NASA-PDS/data-upload-manager

PDS Data Upload Manager

The PDS Data Upload Manager provides the client application and server interface for managing data deliveries and retrievals between Data Providers and the Planetary Data Cloud.

Prerequisites

The PDS Data Upload Manager has the following prerequisites:

  • python3 for running the client application and unit tests (Python 3.13 or later)
  • terraform for creating and deploying DUM server components to AWS
  • Docker for Terraform to build and package Lambda functions
    • Minimum version: Docker Engine 20.10+ or Docker Desktop 4.x+
    • Architecture: If deploying from an ARM64 machine (for example, Apple M1/M2/M3) to x86_64 Lambdas, ensure Docker is configured to support linux/amd64 builds
  • Node.js version 18.x for the Authorizer Lambda. While the Terraform build process manages this via Docker (using node:18-slim), local development should align with this version to ensure dependency consistency.

User Quickstart

Install with:

pip install pds-data-upload-manager

To deploy the service components to an AWS environment:

cd terraform/
terraform init
terraform apply

To execute the client, run:

pds-ingress-client -c <config path> -n <PDS node ID> -- <ingress path> [<ingress_path> ...]

To see a listing of all available arguments for the client:

pds-ingress-client --help

Data Upload Manager Client Workflow

When using the DUM client script (pds-ingress-client), the following workflow is executed:

  1. Index the requested input files and paths to determine the full input file set
  2. Generate a manifest file containing information, including MD5 checksums, for each file to be ingested
  3. Submit batch ingress requests for the input file set to the DUM Ingress Service in AWS
  4. Upload the input file set to AWS S3 in batches
  5. Create an ingress report

Determination of the input file set occurs in Step 1 by resolving the paths provided on the command line to the DUM client. Any directories provided are traversed recursively to determine the full set of files within them. Any file paths provided are included as-is in the input file set. By default, symbolic links are followed during path resolution. To avoid uploading duplicate data when files are symlinked into multiple locations, use the --skip-symlinks flag to skip symbolic links during traversal.
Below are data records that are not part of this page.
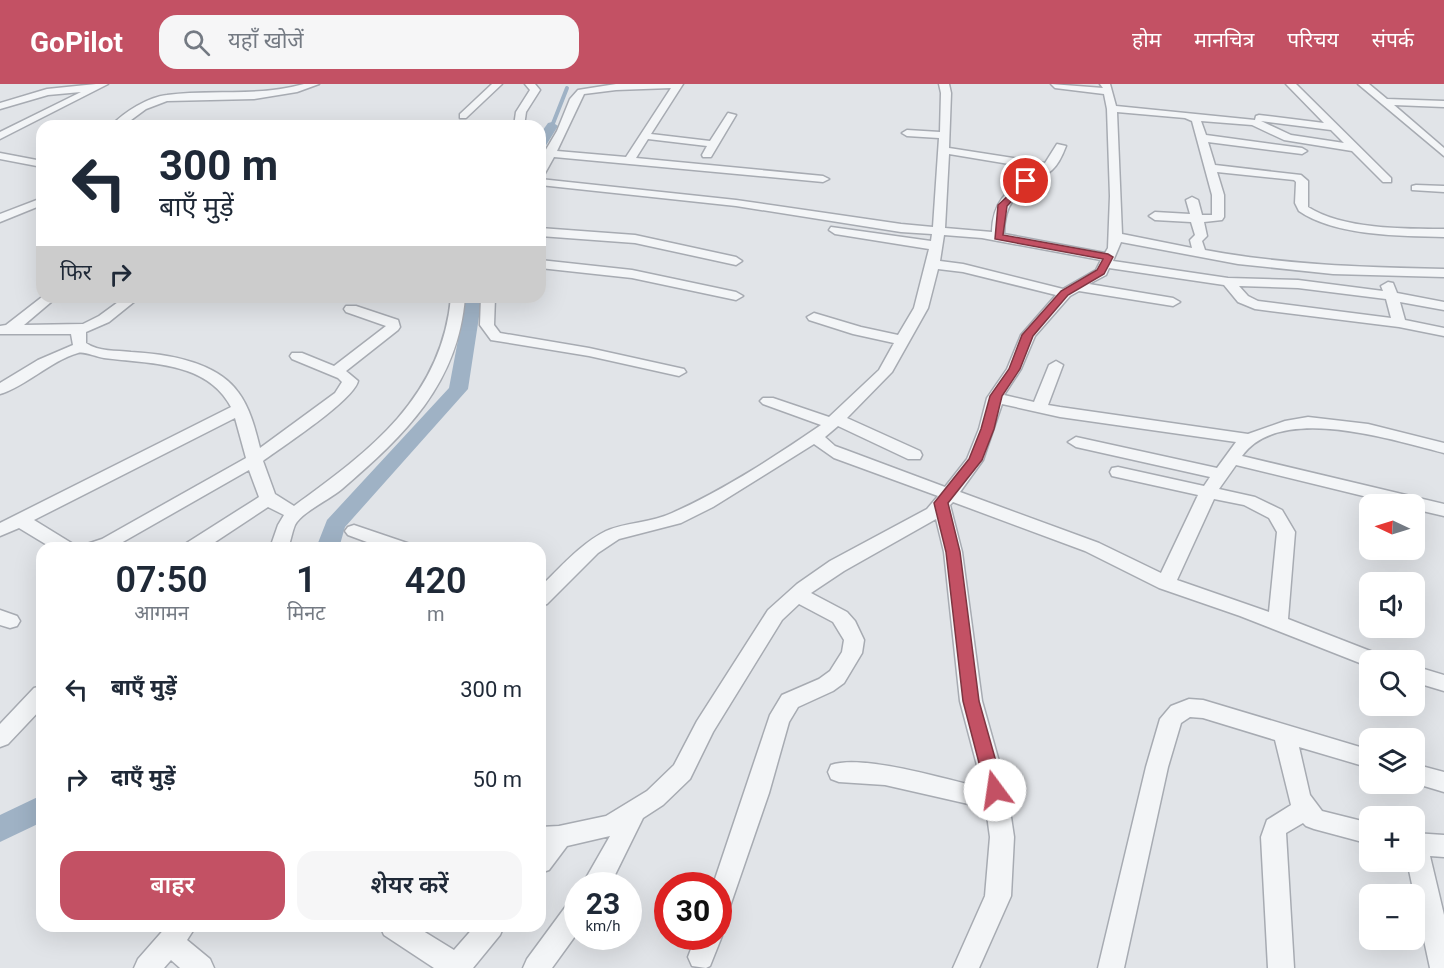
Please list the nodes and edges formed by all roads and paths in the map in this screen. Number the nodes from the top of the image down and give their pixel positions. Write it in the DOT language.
graph roads {
  1 [pos="314,84"];
  2 [pos="497,84"];
  3 [pos="530,84"];
  4 [pos="678,84"];
  5 [pos="944,84"];
  6 [pos="1291,84"];
  7 [pos="1363,84"];
  8 [pos="1055,85"];
  9 [pos="99,86"];
  10 [pos="1109,95"];
  11 [pos="1385,102"];
  12 [pos="1444,104"];
  13 [pos="0,106"];
  14 [pos="731,115"];
  15 [pos="464,116"];
  16 [pos="1190,116"];
  17 [pos="125,120"];
  18 [pos="520,120"];
  19 [pos="1334,127"];
  20 [pos="907,134"];
  21 [pos="0,136"];
  22 [pos="646,136"];
  23 [pos="1202,138"];
  24 [pos="945,143"];
  25 [pos="713,144"];
  26 [pos="1062,146"];
  27 [pos="1355,148"];
  28 [pos="546,151"];
  29 [pos="1312,152"];
  30 [pos="1444,153"];
  31 [pos="0,156"];
  32 [pos="629,160"];
  33 [pos="36,163"];
  34 [pos="699,166"];
  35 [pos="1050,167"];
  36 [pos="1210,168"];
  37 [pos="823,179"];
  38 [pos="1388,180"];
  39 [pos="546,183"];
  40 [pos="1416,188"];
  41 [pos="1444,189"];
  42 [pos="1192,200"];
  43 [pos="36,203"];
  44 [pos="1155,216"];
  45 [pos="0,218"];
  46 [pos="1198,219"];
  47 [pos="835,230"];
  48 [pos="939,230"];
  49 [pos="546,232"];
  50 [pos="1444,233"];
  51 [pos="998,237"];
  52 [pos="1116,237"];
  53 [pos="936,246"];
  54 [pos="1200,253"];
  55 [pos="736,261"];
  56 [pos="1106,261"];
  57 [pos="932,264"];
  58 [pos="546,265"];
  59 [pos="1384,272"];
  60 [pos="1444,273"];
  61 [pos="1228,282"];
  62 [pos="1070,290"];
  63 [pos="1392,296"];
  64 [pos="736,297"];
  65 [pos="1173,302"];
  66 [pos="42,303"];
  67 [pos="125,303"];
  68 [pos="458,303"];
  69 [pos="488,303"];
  70 [pos="1444,306"];
  71 [pos="351,309"];
  72 [pos="814,317"];
  73 [pos="1400,323"];
  74 [pos="5,329"];
  75 [pos="79,330"];
  76 [pos="1444,332"];
  77 [pos="904,341"];
  78 [pos="82,346"];
  79 [pos="297,356"];
  80 [pos="1056,365"];
  81 [pos="336,372"];
  82 [pos="680,372"];
  83 [pos="0,388"];
  84 [pos="995,398"];
  85 [pos="768,401"];
  86 [pos="1039,408"];
  87 [pos="240,409"];
  88 [pos="833,421"];
  89 [pos="814,436"];
  90 [pos="1251,439"];
  91 [pos="1077,442"];
  92 [pos="1444,448"];
  93 [pos="914,455"];
  94 [pos="1231,459"];
  95 [pos="254,460"];
  96 [pos="1118,472"];
  97 [pos="1220,474"];
  98 [pos="1208,492"];
  99 [pos="269,498"];
  100 [pos="946,498"];
  101 [pos="1444,510"];
  102 [pos="297,515"];
  103 [pos="20,520"];
  104 [pos="0,530"];
  105 [pos="354,531"];
  106 [pos="56,542"];
  107 [pos="110,542"];
  108 [pos="201,542"];
  109 [pos="281,542"];
  110 [pos="386,542"];
  111 [pos="1166,583"];
  112 [pos="546,593"];
  113 [pos="798,595"];
  114 [pos="1278,623"];
  115 [pos="1359,655"];
  116 [pos="1425,677"];
  117 [pos="1444,683"];
  118 [pos="36,700"];
  119 [pos="1285,733"];
  120 [pos="0,738"];
  121 [pos="1359,756"];
  122 [pos="838,772"];
  123 [pos="1425,776"];
  124 [pos="1444,782"];
  125 [pos="997,801"];
  126 [pos="1305,809"];
  127 [pos="634,811"];
  128 [pos="1359,832"];
  129 [pos="549,837"];
  130 [pos="1425,845"];
  131 [pos="1444,846"];
  132 [pos="604,872"];
  133 [pos="730,872"];
  134 [pos="1421,872"];
  135 [pos="564,929"];
  136 [pos="402,932"];
  137 [pos="486,932"];
  138 [pos="176,934"];
  139 [pos="147,968"];
  140 [pos="201,968"];
  141 [pos="457,968"];
  142 [pos="536,968"];
  143 [pos="966,968"];
  144 [pos="1111,968"];
  145 [pos="1281,968"];
  146 [pos="1443,968"];
  1 -- 17 [label="street"];
  2 -- 15 [label="street"];
  3 -- 18 [label="street"];
  4 -- 22 [label="street"];
  4 -- 28 [label="street"];
  5 -- 24 [label="street"];
  6 -- 19 [label="street"];
  7 -- 11 [label="street"];
  8 -- 10 [label="street"];
  9 -- 13 [label="street"];
  9 -- 21 [label="street"];
  10 -- 16 [label="street"];
  10 -- 52 [label="street"];
  11 -- 12 [label="street"];
  11 -- 30 [label="street"];
  14 -- 25 [label="street"];
  16 -- 19 [label="street"];
  16 -- 23 [label="street"];
  16 -- 27 [label="street"];
  19 -- 27 [label="street"];
  20 -- 24 [label="street"];
  22 -- 25 [label="street"];
  22 -- 32 [label="street"];
  23 -- 29 [label="street"];
  23 -- 36 [label="street"];
  24 -- 35 [label="street"];
  24 -- 48 [label="street"];
  25 -- 34 [label="street"];
  26 -- 35 [label="street"];
  27 -- 38 [label="street"];
  28 -- 32 [label="street"];
  31 -- 33 [label="street"];
  32 -- 34 [label="street"];
  34 -- 37 [label="street"];
  35 -- 51 [label="street"];
  36 -- 46 [label="street"];
  36 -- 50 [label="street"];
  39 -- 48 [label="street"];
  40 -- 41 [label="street"];
  42 -- 46 [label="street"];
  43 -- 45 [label="street"];
  44 -- 46 [label="street"];
  46 -- 54 [label="street"];
  47 -- 53 [label="street"];
  48 -- 51 [label="street"];
  48 -- 53 [label="street"];
  49 -- 55 [label="street"];
  51 -- 56 [label="street"];
  52 -- 54 [label="street"];
  52 -- 56 [label="street"];
  53 -- 57 [label="street"];
  54 -- 59 [label="street"];
  56 -- 61 [label="street"];
  56 -- 62 [label="street"];
  57 -- 62 [label="street"];
  57 -- 77 [label="street"];
  58 -- 64 [label="street"];
  59 -- 60 [label="street"];
  59 -- 63 [label="street"];
  61 -- 63 [label="street"];
  61 -- 73 [label="street"];
  62 -- 65 [label="street"];
  62 -- 84 [label="street"];
  63 -- 70 [label="street"];
  63 -- 73 [label="street"];
  66 -- 74 [label="street"];
  67 -- 75 [label="street"];
  68 -- 102 [label="street"];
  69 -- 82 [label="street"];
  71 -- 81 [label="street"];
  72 -- 77 [label="street"];
  73 -- 76 [label="street"];
  74 -- 75 [label="street"];
  75 -- 78 [label="street"];
  77 -- 88 [label="street"];
  78 -- 83 [label="street"];
  78 -- 87 [label="street"];
  79 -- 81 [label="street"];
  80 -- 86 [label="street"];
  81 -- 95 [label="street"];
  84 -- 86 [label="street"];
  84 -- 100 [label="street"];
  85 -- 88 [label="street"];
  86 -- 90 [label="street"];
  87 -- 95 [label="street"];
  87 -- 103 [label="street"];
  88 -- 89 [label="street"];
  88 -- 93 [label="street"];
  89 -- 100 [label="street"];
  89 -- 112 [label="street"];
  90 -- 92 [label="street"];
  90 -- 94 [label="street"];
  91 -- 97 [label="street"];
  94 -- 97 [label="street"];
  94 -- 101 [label="street"];
  95 -- 99 [label="street"];
  95 -- 107 [label="street"];
  96 -- 98 [label="street"];
  97 -- 98 [label="street"];
  98 -- 111 [label="street"];
  98 -- 114 [label="street"];
  99 -- 102 [label="street"];
  99 -- 108 [label="street"];
  100 -- 111 [label="street"];
  100 -- 113 [label="street"];
  100 -- 125 [label="street"];
  102 -- 109 [label="street"];
  103 -- 104 [label="street"];
  103 -- 106 [label="street"];
  105 -- 110 [label="street"];
  111 -- 114 [label="street"];
  113 -- 127 [label="street"];
  113 -- 133 [label="street"];
  114 -- 115 [label="street"];
  116 -- 117 [label="street"];
  118 -- 120 [label="street"];
  119 -- 121 [label="street"];
  119 -- 126 [label="street"];
  119 -- 144 [label="street"];
  122 -- 125 [label="street"];
  123 -- 124 [label="street"];
  125 -- 143 [label="street"];
  126 -- 128 [label="street"];
  126 -- 145 [label="street"];
  127 -- 129 [label="street"];
  127 -- 132 [label="street"];
  130 -- 131 [label="street"];
  134 -- 146 [label="street"];
  135 -- 142 [label="street"];
  136 -- 141 [label="street"];
  137 -- 141 [label="street"];
  138 -- 139 [label="street"];
  138 -- 140 [label="street"];
}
Depending on the size of the input file set, manifest file creation in Step 2 can become time-consuming because each file in the input file set must be hashed. To save time, use the --manifest-path command-line option to write the manifest contents to local disk. Specifying the same path via --manifest-path on subsequent executions of the DUM client causes the existing manifest to be read from disk. Any files within the input set that are referenced in the existing manifest will reuse the precomputed values, reducing upfront time before upload to S3 begins. The manifest is then rewritten to the path specified by --manifest-path to include any newly encountered files. In this way, a manifest file can expand across DUM executions and serve as a cache for file information.

The batch size used by Steps 3 and 4 can be configured in the INI configuration provided to the DUM client. The number of batches processed in parallel can be controlled with the --num-threads command-line argument.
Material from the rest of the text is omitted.